Arguing against the science of climate change is similar to not accepting the merit of vaccinations, a senior federal Labor MP says.
Tony Burke, a former sustainability and environment minister, says the Morrison government's climate policies continue to be watered down by a handful of MPs who don't believe in climate change.
"Their arguments are not that different to the anti-vaxxers, in terms of saying: 'I don't care what the science says, I have this particular view and I'm just going to say we shouldn't adopt a policy'," Mr Burke told Sky News on Thursday.
Multiple expert reviews published by the government more than a decade ago warned of worsening bushfire conditions in southeastern Australia by 2020.
Mr Burke says he recited some of the warnings to parliament in 2008, but it was labelled as a scare campaign.
Almost 30 people have died, thousands of structures have been destroyed, millions of hectares razed and more than one billion animals feared dead in the recent fires.
The bushfires have stoked Australian political debate over climate change, with the coalition government accused of not doing enough and ignoring warnings.
A handful of coalition backbenchers including Craig Kelly and George Christensen have continued to publicly deny climate change, showing continuing divisions within the coalition over the science.
Former prime minister Malcolm Turnbull, who was rolled from the top job due to internal disputes in the coalition party room over climate change, has again entered the debate and stirred the pot.
Writing for US publication Time Magazine, Mr Turnbull says the "wicked self-destructive idiocy of climate denialism must stop".
"The world must drastically cut its greenhouse-gas emissions.
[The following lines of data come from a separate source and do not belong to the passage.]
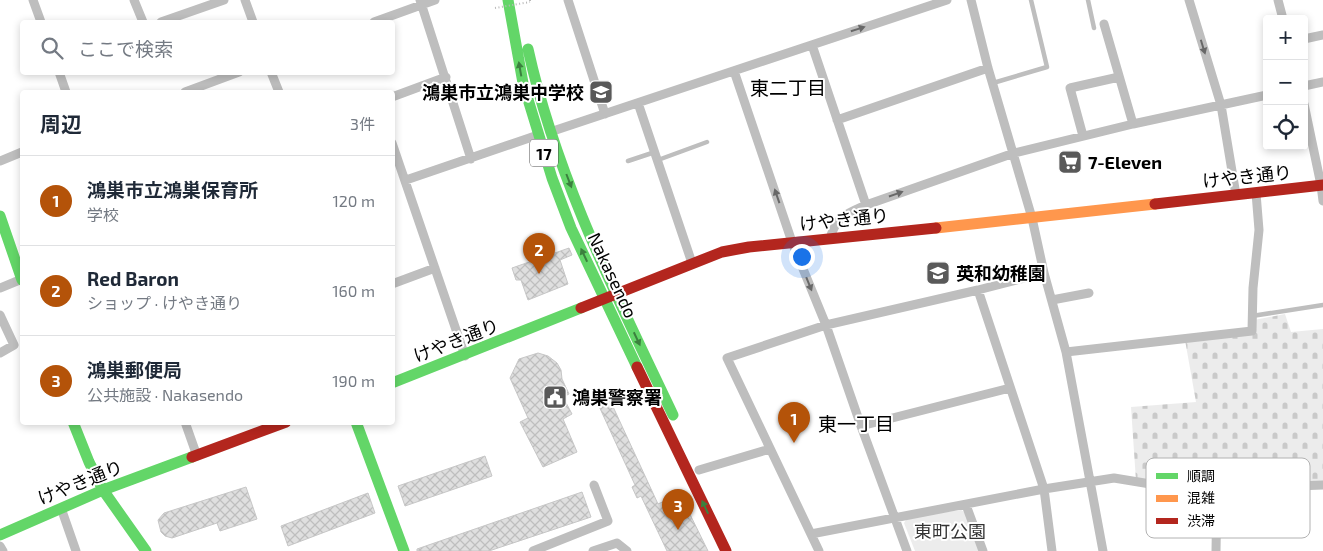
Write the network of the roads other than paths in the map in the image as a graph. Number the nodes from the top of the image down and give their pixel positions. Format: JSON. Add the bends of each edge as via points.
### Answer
{"nodes":[{"id":1,"x":33,"y":0,"type":"edge"},
{"id":2,"x":134,"y":0,"type":"edge"},
{"id":3,"x":224,"y":0,"type":"edge"},
{"id":4,"x":245,"y":0,"type":"edge"},
{"id":5,"x":435,"y":0,"type":"edge"},
{"id":6,"x":508,"y":0,"type":"edge"},
{"id":7,"x":518,"y":0,"type":"edge"},
{"id":8,"x":568,"y":0,"type":"edge"},
{"id":9,"x":947,"y":0,"type":"edge"},
{"id":10,"x":971,"y":0,"type":"edge"},
{"id":11,"x":1031,"y":0,"type":"edge"},
{"id":12,"x":1088,"y":0,"type":"edge"},
{"id":13,"x":1189,"y":0,"type":"edge"},
{"id":14,"x":1278,"y":0,"type":"edge"},
{"id":15,"x":420,"y":3,"type":"edge"},
{"id":16,"x":1282,"y":15,"type":"edge"},
{"id":17,"x":40,"y":20,"type":"edge"},
{"id":18,"x":142,"y":20,"type":"edge"},
{"id":19,"x":167,"y":20,"type":"edge"},
{"id":20,"x":252,"y":20,"type":"edge"},
{"id":21,"x":379,"y":20,"type":"edge"},
{"id":22,"x":1104,"y":24,"type":"dead end"},
{"id":23,"x":1094,"y":28,"type":"dead end"},
{"id":24,"x":1323,"y":35,"type":"edge"},
{"id":25,"x":1308,"y":38,"type":"edge"},
{"id":26,"x":812,"y":45,"type":"junction"},
{"id":27,"x":988,"y":68,"type":"junction"},
{"id":28,"x":734,"y":71,"type":"junction"},
{"id":29,"x":60,"y":75,"type":"edge"},
{"id":30,"x":231,"y":75,"type":"edge"},
{"id":31,"x":272,"y":75,"type":"edge"},
{"id":32,"x":446,"y":77,"type":"junction"},
{"id":33,"x":1119,"y":77,"type":"junction"},
{"id":34,"x":1323,"y":82,"type":"edge"},
{"id":35,"x":993,"y":84,"type":"junction"},
{"id":36,"x":1308,"y":85,"type":"edge"},
{"id":37,"x":65,"y":90,"type":"edge"},
{"id":38,"x":190,"y":90,"type":"edge"},
{"id":39,"x":278,"y":90,"type":"edge"},
{"id":40,"x":395,"y":96,"type":"edge"},
{"id":41,"x":1263,"y":96,"type":"edge"},
{"id":42,"x":638,"y":103,"type":"junction"},
{"id":43,"x":1221,"y":104,"type":"junction"},
{"id":44,"x":1304,"y":105,"type":"edge"},
{"id":45,"x":606,"y":114,"type":"junction"},
{"id":46,"x":838,"y":120,"type":"junction"},
{"id":47,"x":1133,"y":124,"type":"junction"},
{"id":48,"x":550,"y":132,"type":"junction"},
{"id":49,"x":538,"y":135,"type":"junction"},
{"id":50,"x":1083,"y":136,"type":"junction"},
{"id":51,"x":707,"y":142,"type":"dead end"},
{"id":52,"x":395,"y":151,"type":"edge"},
{"id":53,"x":20,"y":153,"type":"edge"},
{"id":54,"x":1014,"y":153,"type":"junction"},
{"id":55,"x":656,"y":156,"type":"junction"},
{"id":56,"x":471,"y":159,"type":"junction"},
{"id":57,"x":0,"y":161,"type":"edge"},
{"id":58,"x":628,"y":161,"type":"dead end"},
{"id":59,"x":406,"y":180,"type":"junction"},
{"id":60,"x":1322,"y":185,"type":"edge"},
{"id":61,"x":1256,"y":193,"type":"junction"},
{"id":62,"x":1236,"y":194,"type":"junction"},
{"id":63,"x":1323,"y":201,"type":"edge"},
{"id":64,"x":866,"y":205,"type":"junction"},
{"id":65,"x":0,"y":216,"type":"edge"},
{"id":66,"x":1032,"y":218,"type":"junction"},
{"id":67,"x":830,"y":238,"type":"junction"},
{"id":68,"x":792,"y":242,"type":"junction"},
{"id":69,"x":4,"y":243,"type":"edge"},
{"id":70,"x":692,"y":263,"type":"junction"},
{"id":71,"x":435,"y":268,"type":"junction"},
{"id":72,"x":1044,"y":272,"type":"junction"},
{"id":73,"x":20,"y":275,"type":"edge"},
{"id":74,"x":20,"y":280,"type":"edge"},
{"id":75,"x":395,"y":283,"type":"edge"},
{"id":76,"x":0,"y":288,"type":"edge"},
{"id":77,"x":978,"y":290,"type":"junction"},
{"id":78,"x":1089,"y":293,"type":"dead end"},
{"id":79,"x":616,"y":294,"type":"junction"},
{"id":80,"x":604,"y":300,"type":"junction"},
{"id":81,"x":1052,"y":300,"type":"junction"},
{"id":82,"x":1323,"y":305,"type":"edge"},
{"id":83,"x":0,"y":315,"type":"edge"},
{"id":84,"x":1252,"y":316,"type":"junction"},
{"id":85,"x":826,"y":325,"type":"junction"},
{"id":86,"x":1066,"y":352,"type":"junction"},
{"id":87,"x":0,"y":353,"type":"edge"},
{"id":88,"x":465,"y":356,"type":"junction"},
{"id":89,"x":395,"y":382,"type":"edge"},
{"id":90,"x":1010,"y":388,"type":"junction"},
{"id":91,"x":74,"y":425,"type":"edge"},
{"id":92,"x":186,"y":425,"type":"edge"},
{"id":93,"x":278,"y":425,"type":"edge"},
{"id":94,"x":357,"y":425,"type":"edge"},
{"id":95,"x":861,"y":426,"type":"junction"},
{"id":96,"x":770,"y":449,"type":"junction"},
{"id":97,"x":197,"y":456,"type":"junction"},
{"id":98,"x":699,"y":470,"type":"junction"},
{"id":99,"x":1090,"y":482,"type":"junction"},
{"id":100,"x":1146,"y":483,"type":"edge"},
{"id":101,"x":594,"y":485,"type":"dead end"},
{"id":102,"x":1310,"y":488,"type":"edge"},
{"id":103,"x":1323,"y":488,"type":"edge"},
{"id":104,"x":1044,"y":489,"type":"junction"},
{"id":105,"x":103,"y":490,"type":"junction"},
{"id":106,"x":966,"y":505,"type":"junction"},
{"id":107,"x":60,"y":508,"type":"junction"},
{"id":108,"x":895,"y":518,"type":"junction"},
{"id":109,"x":811,"y":534,"type":"junction"},
{"id":110,"x":0,"y":535,"type":"edge"},
{"id":111,"x":1216,"y":538,"type":"edge"},
{"id":112,"x":0,"y":546,"type":"edge"},
{"id":113,"x":143,"y":550,"type":"edge"},
{"id":114,"x":3,"y":551,"type":"edge"},
{"id":115,"x":76,"y":551,"type":"edge"},
{"id":116,"x":404,"y":551,"type":"edge"},
{"id":117,"x":533,"y":551,"type":"edge"},
{"id":118,"x":593,"y":551,"type":"edge"},
{"id":119,"x":627,"y":551,"type":"edge"},
{"id":120,"x":726,"y":551,"type":"edge"},
{"id":121,"x":738,"y":551,"type":"edge"},
{"id":122,"x":819,"y":551,"type":"edge"},
{"id":123,"x":907,"y":551,"type":"edge"},
{"id":124,"x":983,"y":551,"type":"edge"},
{"id":125,"x":1052,"y":551,"type":"edge"},
{"id":126,"x":1103,"y":551,"type":"edge"},
{"id":127,"x":1216,"y":551,"type":"edge"}],
"edges":[{"from":1,"to":17,"type":"street"},
{"from":2,"to":18,"type":"street"},
{"from":3,"to":19,"type":"street"},
{"from":4,"to":20,"type":"street"},
{"from":5,"to":15,"type":"street"},
{"from":49,"to":6,"type":"main road","name":"Nakasendo","number":"17","one_way":true,"via":[[523,83]]},
{"from":7,"to":48,"type":"main road","name":"Nakasendo","number":"17","via":[[531,65]]},
{"from":8,"to":45,"type":"street"},
{"from":26,"to":9,"type":"street","one_way":true},
{"from":10,"to":27,"type":"street"},
{"from":11,"to":35,"type":"lane","via":[[1047,67]]},
{"from":12,"to":23,"type":"lane"},
{"from":13,"to":43,"type":"street","one_way":true},
{"from":14,"to":16,"type":"street"},
{"from":15,"to":21,"type":"street"},
{"from":15,"to":32,"type":"street"},
{"from":22,"to":33,"type":"street"},
{"from":24,"to":25,"type":"street"},
{"from":26,"to":28,"type":"street"},
{"from":26,"to":46,"type":"street"},
{"from":27,"to":35,"type":"street"},
{"from":27,"to":46,"type":"street"},
{"from":28,"to":42,"type":"street"},
{"from":68,"to":28,"type":"street","one_way":true},
{"from":29,"to":37,"type":"street"},
{"from":30,"to":38,"type":"street"},
{"from":31,"to":39,"type":"street"},
{"from":32,"to":40,"type":"street"},
{"from":32,"to":56,"type":"street"},
{"from":33,"to":47,"type":"street"},
{"from":33,"to":50,"type":"street","via":[[1070,88]]},
{"from":34,"to":36,"type":"street"},
{"from":35,"to":54,"type":"street"},
{"from":41,"to":43,"type":"street"},
{"from":42,"to":45,"type":"street"},
{"from":42,"to":55,"type":"street"},
{"from":43,"to":47,"type":"street"},
{"from":43,"to":62,"type":"street"},
{"from":44,"to":60,"type":"street"},
{"from":45,"to":48,"type":"street"},
{"from":46,"to":64,"type":"street"},
{"from":47,"to":50,"type":"street"},
{"from":48,"to":79,"type":"main road","name":"Nakasendo","number":"17","one_way":true},
{"from":49,"to":56,"type":"street"},
{"from":80,"to":49,"type":"main road","name":"Nakasendo","number":"17","one_way":true,"via":[[571,228]]},
{"from":50,"to":54,"type":"street"},
{"from":51,"to":55,"type":"lane"},
{"from":52,"to":59,"type":"street"},
{"from":53,"to":57,"type":"street"},
{"from":64,"to":54,"type":"street","one_way":true},
{"from":54,"to":66,"type":"street"},
{"from":55,"to":58,"type":"lane"},
{"from":55,"to":70,"type":"street"},
{"from":56,"to":59,"type":"street"},
{"from":59,"to":71,"type":"street"},
{"from":60,"to":61,"type":"main road","name":"けやき通り"},
{"from":60,"to":63,"type":"street"},
{"from":61,"to":62,"type":"main road","name":"けやき通り"},
{"from":61,"to":84,"type":"street","via":[[1259,230]]},
{"from":62,"to":66,"type":"main road","name":"けやき通り"},
{"from":64,"to":67,"type":"street","via":[[834,225]]},
{"from":65,"to":69,"type":"main road"},
{"from":66,"to":67,"type":"main road","name":"けやき通り"},
{"from":66,"to":72,"type":"street"},
{"from":67,"to":68,"type":"main road","name":"けやき通り"},
{"from":68,"to":70,"type":"main road","name":"けやき通り","via":[[722,252]]},
{"from":68,"to":85,"type":"street","one_way":true},
{"from":69,"to":73,"type":"main road"},
{"from":70,"to":79,"type":"main road","name":"けやき通り"},
{"from":71,"to":75,"type":"street"},
{"from":71,"to":88,"type":"street"},
{"from":72,"to":77,"type":"street"},
{"from":72,"to":81,"type":"street"},
{"from":74,"to":76,"type":"street"},
{"from":77,"to":85,"type":"street"},
{"from":77,"to":90,"type":"street"},
{"from":78,"to":81,"type":"street"},
{"from":79,"to":80,"type":"main road","name":"けやき通り"},
{"from":79,"to":98,"type":"main road","name":"Nakasendo","number":"17","one_way":true},
{"from":80,"to":88,"type":"main road","name":"けやき通り"},
{"from":120,"to":80,"type":"main road","name":"Nakasendo","number":"17","one_way":true},
{"from":81,"to":86,"type":"street"},
{"from":82,"to":84,"type":"lane"},
{"from":83,"to":87,"type":"street","via":[[14,345]]},
{"from":84,"to":86,"type":"street","via":[[1252,331]]},
{"from":85,"to":95,"type":"street"},
{"from":85,"to":96,"type":"street","via":[[727,358]]},
{"from":86,"to":99,"type":"street"},
{"from":88,"to":89,"type":"main road","name":"けやき通り"},
{"from":90,"to":95,"type":"street"},
{"from":90,"to":104,"type":"street"},
{"from":91,"to":105,"type":"main road"},
{"from":92,"to":97,"type":"street"},
{"from":93,"to":97,"type":"main road","name":"けやき通り"},
{"from":94,"to":116,"type":"main road"},
{"from":95,"to":108,"type":"street"},
{"from":96,"to":98,"type":"street"},
{"from":96,"to":109,"type":"street"},
{"from":97,"to":105,"type":"main road","name":"けやき通り"},
{"from":98,"to":121,"type":"main road","name":"Nakasendo","number":"17"},
{"from":99,"to":100,"type":"street","via":[[1114,478]]},
{"from":99,"to":104,"type":"street"},
{"from":99,"to":126,"type":"street"},
{"from":101,"to":117,"type":"street","via":[[608,521]]},
{"from":102,"to":103,"type":"street"},
{"from":104,"to":106,"type":"street"},
{"from":104,"to":125,"type":"street"},
{"from":105,"to":107,"type":"main road","name":"けやき通り"},
{"from":105,"to":113,"type":"main road"},
{"from":106,"to":108,"type":"street"},
{"from":106,"to":124,"type":"street"},
{"from":107,"to":110,"type":"main road","name":"けやき通り"},
{"from":107,"to":115,"type":"street"},
{"from":108,"to":109,"type":"street"},
{"from":108,"to":123,"type":"street"},
{"from":109,"to":122,"type":"street"},
{"from":111,"to":127,"type":"street"},
{"from":112,"to":114,"type":"street"},
{"from":118,"to":119,"type":"street","via":[[617,543]]}]}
Above all, we have to urgently stop burning coal and other fossil fuels," he says.
"Australians no longer need to sacrifice economic growth to reduce emissions. We must not waste this climate crisis. There are no excuses and not much time left."
Mr Turnbull outlined his attempts to introduce a National Energy Guarantee, which combined climate and energy policy.
"It was supported by business and unions as well as state governments on both sides of politics," he said.
"A majority of coalition legislators also backed it, but a right-wing minority, supported by their allies in the media, sabotaged the bill and then brought down my government."
Prime Minister Scott Morrison says he wants to focus on climate change adaptation and resilience, but shows no signs of announcing a more ambitious emissions reduction target.
Human activities, including burning of fossil fuels, have increased greenhouse gas emissions and are contributing to global warming.